• _EXERCISE INSTRUCTIONS_:
Among the entries below, find all lines that include "language" and copy them.

• _GIVEN ENTRIES_:

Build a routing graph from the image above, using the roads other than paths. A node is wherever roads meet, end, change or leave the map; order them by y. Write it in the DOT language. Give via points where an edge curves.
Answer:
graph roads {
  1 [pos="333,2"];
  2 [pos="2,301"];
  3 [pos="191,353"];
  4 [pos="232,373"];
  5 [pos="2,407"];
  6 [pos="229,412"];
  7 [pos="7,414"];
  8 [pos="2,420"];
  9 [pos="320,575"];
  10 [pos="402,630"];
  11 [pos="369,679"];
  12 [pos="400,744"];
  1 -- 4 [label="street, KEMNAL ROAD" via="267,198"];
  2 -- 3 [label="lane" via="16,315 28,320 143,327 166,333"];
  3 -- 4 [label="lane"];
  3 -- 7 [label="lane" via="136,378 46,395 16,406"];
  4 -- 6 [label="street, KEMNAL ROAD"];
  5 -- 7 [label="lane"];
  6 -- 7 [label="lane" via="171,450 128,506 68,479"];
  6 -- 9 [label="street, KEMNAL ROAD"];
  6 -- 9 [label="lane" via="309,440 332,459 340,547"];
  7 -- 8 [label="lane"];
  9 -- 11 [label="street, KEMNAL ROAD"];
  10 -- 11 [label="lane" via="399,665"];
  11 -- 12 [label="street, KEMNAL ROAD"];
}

--

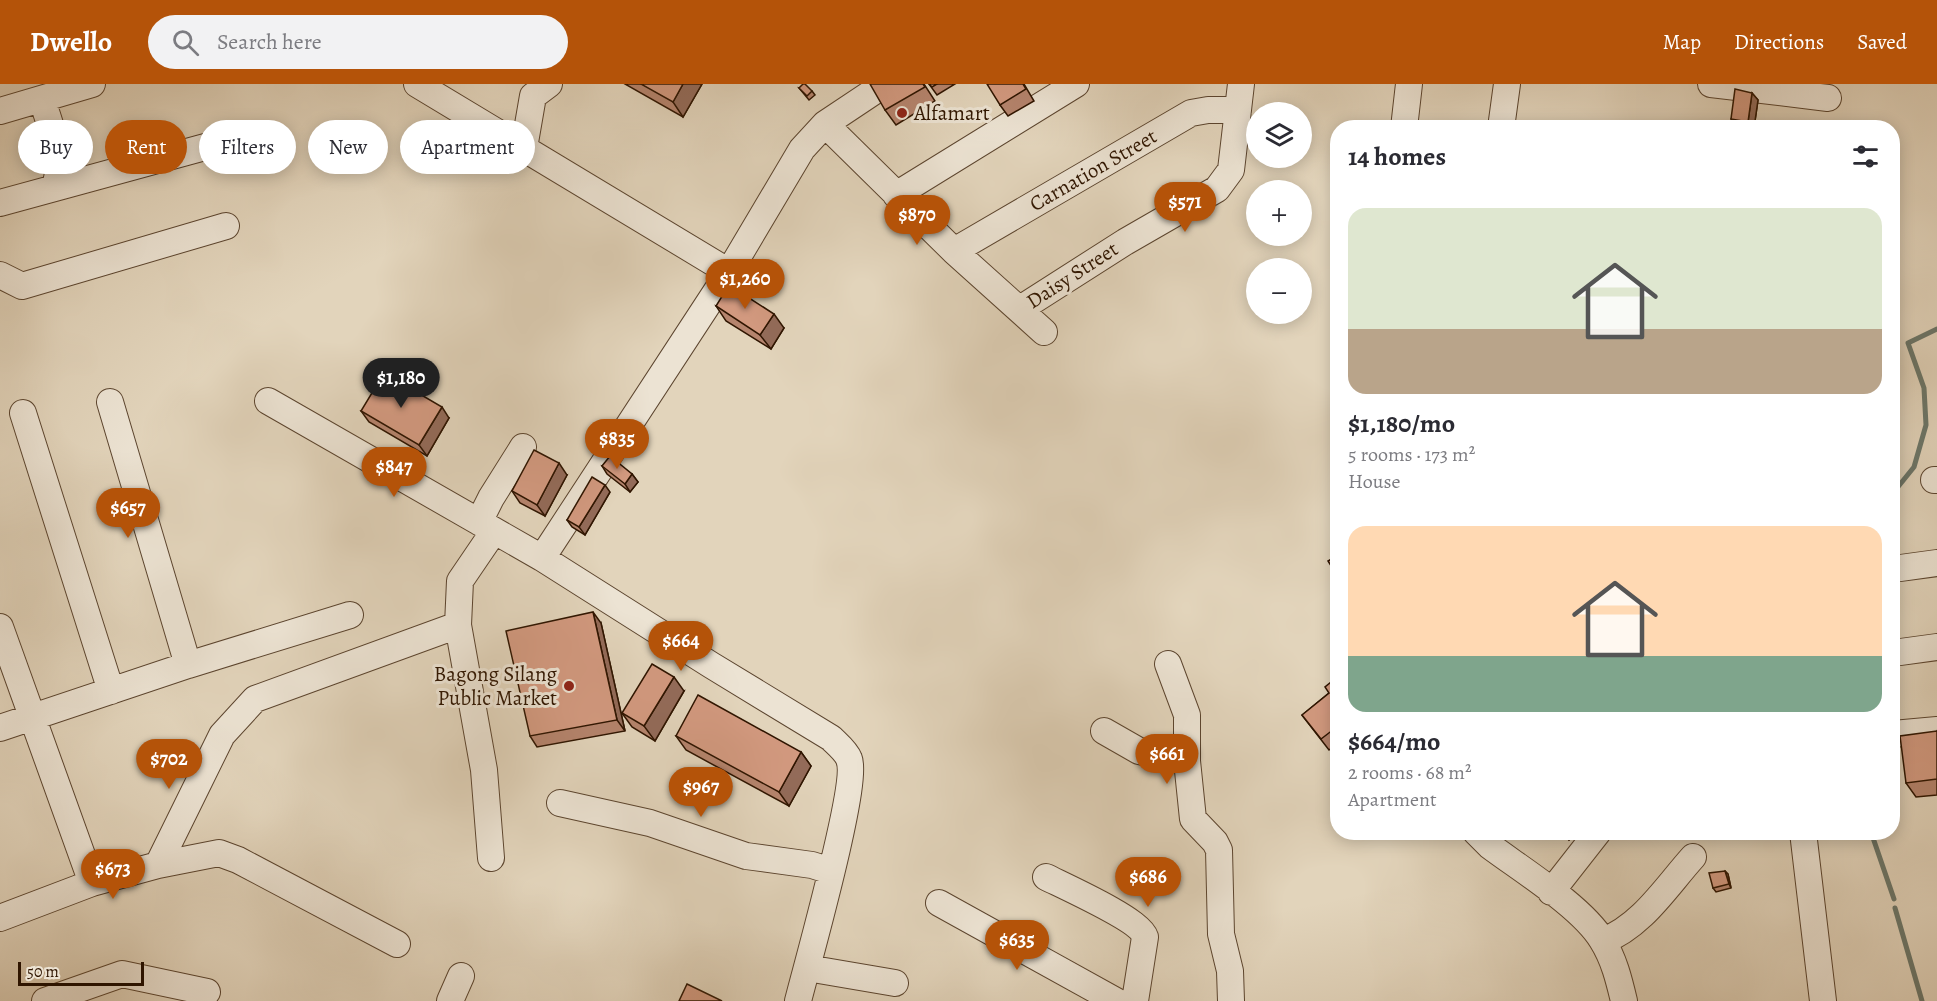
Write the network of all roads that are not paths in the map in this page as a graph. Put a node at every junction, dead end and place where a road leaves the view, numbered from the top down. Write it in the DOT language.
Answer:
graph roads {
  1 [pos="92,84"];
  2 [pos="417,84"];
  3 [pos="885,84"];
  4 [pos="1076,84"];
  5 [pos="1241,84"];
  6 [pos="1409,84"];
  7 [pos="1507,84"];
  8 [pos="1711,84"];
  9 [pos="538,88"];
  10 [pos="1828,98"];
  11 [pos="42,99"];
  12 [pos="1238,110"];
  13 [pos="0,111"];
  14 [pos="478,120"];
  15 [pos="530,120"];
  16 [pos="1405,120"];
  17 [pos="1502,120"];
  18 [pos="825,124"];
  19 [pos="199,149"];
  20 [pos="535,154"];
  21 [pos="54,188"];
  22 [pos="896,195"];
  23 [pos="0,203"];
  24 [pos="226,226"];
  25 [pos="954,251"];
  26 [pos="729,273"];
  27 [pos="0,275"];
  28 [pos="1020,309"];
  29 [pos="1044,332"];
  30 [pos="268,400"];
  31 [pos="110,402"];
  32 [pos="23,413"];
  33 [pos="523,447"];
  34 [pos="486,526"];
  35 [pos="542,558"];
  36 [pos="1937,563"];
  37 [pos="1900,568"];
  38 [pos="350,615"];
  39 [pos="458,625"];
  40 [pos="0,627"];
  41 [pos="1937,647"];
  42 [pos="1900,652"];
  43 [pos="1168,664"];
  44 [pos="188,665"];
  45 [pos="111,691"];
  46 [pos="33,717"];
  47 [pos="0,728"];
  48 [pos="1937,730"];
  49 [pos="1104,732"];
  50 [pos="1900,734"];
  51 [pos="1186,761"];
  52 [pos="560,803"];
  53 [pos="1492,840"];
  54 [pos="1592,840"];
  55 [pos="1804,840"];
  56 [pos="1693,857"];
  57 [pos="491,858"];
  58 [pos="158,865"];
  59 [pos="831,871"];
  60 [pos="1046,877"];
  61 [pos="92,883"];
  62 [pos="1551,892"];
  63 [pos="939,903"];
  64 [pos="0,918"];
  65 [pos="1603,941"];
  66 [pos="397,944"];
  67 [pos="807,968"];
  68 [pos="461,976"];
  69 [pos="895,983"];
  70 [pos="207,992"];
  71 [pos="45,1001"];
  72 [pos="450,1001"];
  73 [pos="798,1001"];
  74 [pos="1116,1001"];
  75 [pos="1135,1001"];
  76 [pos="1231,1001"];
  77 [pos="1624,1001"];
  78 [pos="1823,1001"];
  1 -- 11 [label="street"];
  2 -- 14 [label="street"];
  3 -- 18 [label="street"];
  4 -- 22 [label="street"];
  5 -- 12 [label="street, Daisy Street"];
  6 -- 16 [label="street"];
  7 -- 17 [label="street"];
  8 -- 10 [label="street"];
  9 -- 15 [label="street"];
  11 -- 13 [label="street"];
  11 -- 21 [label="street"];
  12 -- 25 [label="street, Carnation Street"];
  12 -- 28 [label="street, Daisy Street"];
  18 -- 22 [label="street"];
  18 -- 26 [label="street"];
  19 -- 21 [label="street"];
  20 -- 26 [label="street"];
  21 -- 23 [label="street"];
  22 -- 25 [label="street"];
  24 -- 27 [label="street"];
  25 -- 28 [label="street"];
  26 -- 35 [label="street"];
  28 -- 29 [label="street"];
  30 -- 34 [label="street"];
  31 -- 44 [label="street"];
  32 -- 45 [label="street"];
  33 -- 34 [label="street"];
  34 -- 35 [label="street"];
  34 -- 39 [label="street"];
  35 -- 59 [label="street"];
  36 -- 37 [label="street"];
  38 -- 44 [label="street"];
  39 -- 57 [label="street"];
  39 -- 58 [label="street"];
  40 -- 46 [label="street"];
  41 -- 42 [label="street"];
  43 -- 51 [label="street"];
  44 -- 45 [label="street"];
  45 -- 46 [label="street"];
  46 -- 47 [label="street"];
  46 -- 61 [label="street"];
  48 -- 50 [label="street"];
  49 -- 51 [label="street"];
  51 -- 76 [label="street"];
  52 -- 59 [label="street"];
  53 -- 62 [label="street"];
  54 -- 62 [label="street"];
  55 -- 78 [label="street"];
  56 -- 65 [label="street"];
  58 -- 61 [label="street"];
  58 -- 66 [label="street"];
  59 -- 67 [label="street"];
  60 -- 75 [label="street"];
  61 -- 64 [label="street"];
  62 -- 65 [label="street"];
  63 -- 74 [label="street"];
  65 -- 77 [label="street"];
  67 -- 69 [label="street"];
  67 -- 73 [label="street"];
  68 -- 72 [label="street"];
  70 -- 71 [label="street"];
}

* * *

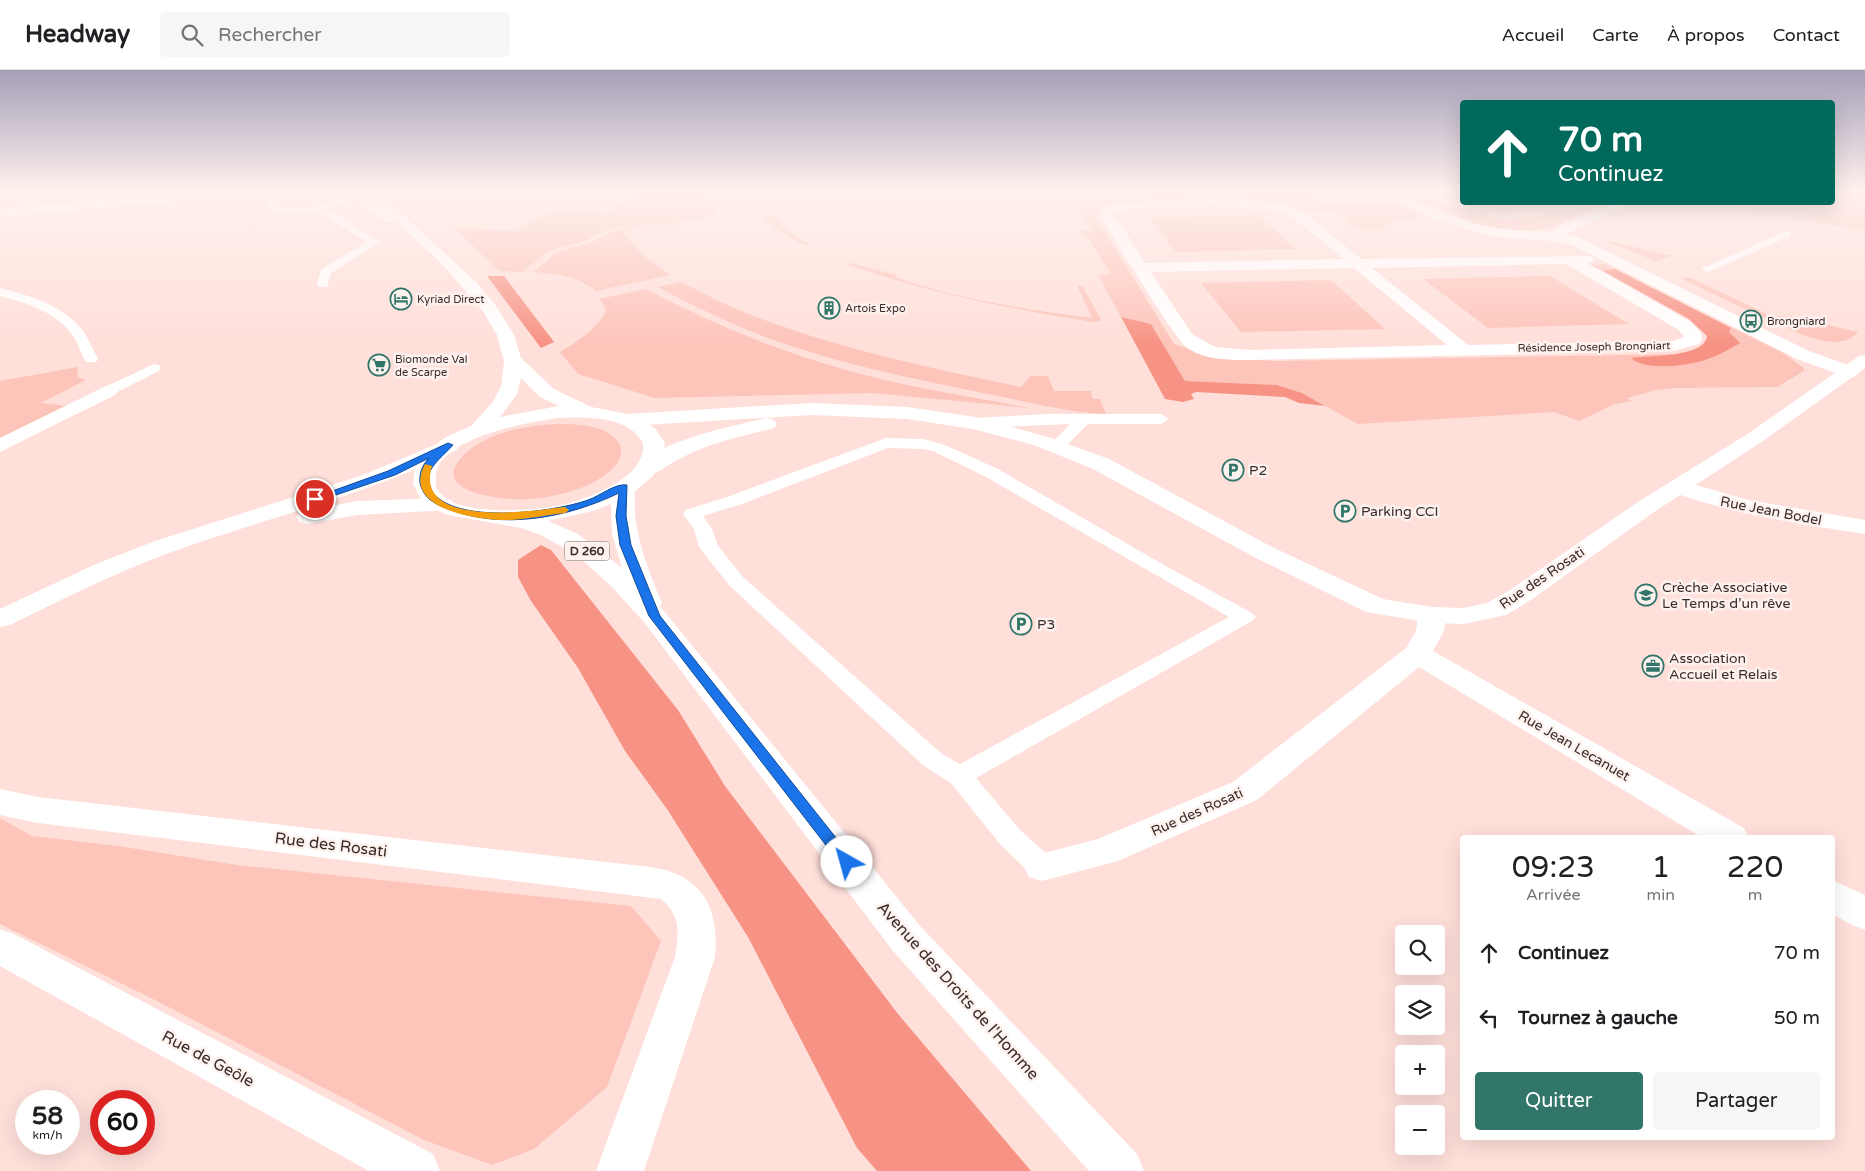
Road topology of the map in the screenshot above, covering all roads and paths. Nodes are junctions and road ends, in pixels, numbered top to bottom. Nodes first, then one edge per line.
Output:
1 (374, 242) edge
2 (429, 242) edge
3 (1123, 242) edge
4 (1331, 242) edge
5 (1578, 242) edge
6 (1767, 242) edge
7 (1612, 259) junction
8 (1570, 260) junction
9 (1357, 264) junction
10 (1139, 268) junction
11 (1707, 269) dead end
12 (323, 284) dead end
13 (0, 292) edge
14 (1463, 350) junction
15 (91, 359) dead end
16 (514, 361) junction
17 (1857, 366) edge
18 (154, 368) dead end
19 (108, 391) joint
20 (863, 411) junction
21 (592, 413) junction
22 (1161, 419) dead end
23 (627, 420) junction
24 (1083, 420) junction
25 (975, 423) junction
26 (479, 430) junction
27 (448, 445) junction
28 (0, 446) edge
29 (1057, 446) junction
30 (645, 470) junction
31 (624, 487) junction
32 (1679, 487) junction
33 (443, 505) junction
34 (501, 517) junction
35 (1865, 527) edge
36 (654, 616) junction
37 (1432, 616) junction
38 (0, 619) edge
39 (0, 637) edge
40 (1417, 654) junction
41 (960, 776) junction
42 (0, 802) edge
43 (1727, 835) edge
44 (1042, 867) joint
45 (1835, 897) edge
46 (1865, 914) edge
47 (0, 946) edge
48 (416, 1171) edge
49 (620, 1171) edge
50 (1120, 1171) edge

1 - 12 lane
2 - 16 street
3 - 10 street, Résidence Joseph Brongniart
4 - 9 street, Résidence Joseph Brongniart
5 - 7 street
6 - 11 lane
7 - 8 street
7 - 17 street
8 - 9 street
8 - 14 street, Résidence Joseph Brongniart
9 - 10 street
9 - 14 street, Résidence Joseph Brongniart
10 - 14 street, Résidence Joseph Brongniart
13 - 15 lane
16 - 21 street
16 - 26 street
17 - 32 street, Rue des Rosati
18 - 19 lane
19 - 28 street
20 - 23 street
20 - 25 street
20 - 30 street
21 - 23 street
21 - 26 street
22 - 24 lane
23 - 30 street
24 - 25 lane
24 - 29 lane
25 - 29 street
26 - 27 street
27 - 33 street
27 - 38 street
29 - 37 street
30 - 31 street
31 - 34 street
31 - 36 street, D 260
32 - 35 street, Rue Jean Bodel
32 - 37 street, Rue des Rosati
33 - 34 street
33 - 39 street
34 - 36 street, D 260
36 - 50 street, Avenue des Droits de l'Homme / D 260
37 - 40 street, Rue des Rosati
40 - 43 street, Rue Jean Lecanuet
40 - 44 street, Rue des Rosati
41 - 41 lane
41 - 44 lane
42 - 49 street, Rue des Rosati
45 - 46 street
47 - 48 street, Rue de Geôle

• _SOLUTION TO THE EXERCISE_:
Build a routing graph from the image above, using the roads other than paths. A node is wherever roads meet, end, change or leave the map; order them by y. Write it in the DOT language. Give via points where an edge curves.
Write the network of all roads that are not paths in the map in this page as a graph. Put a node at every junction, dead end and place where a road leaves the view, numbered from the top down. Write it in the DOT language.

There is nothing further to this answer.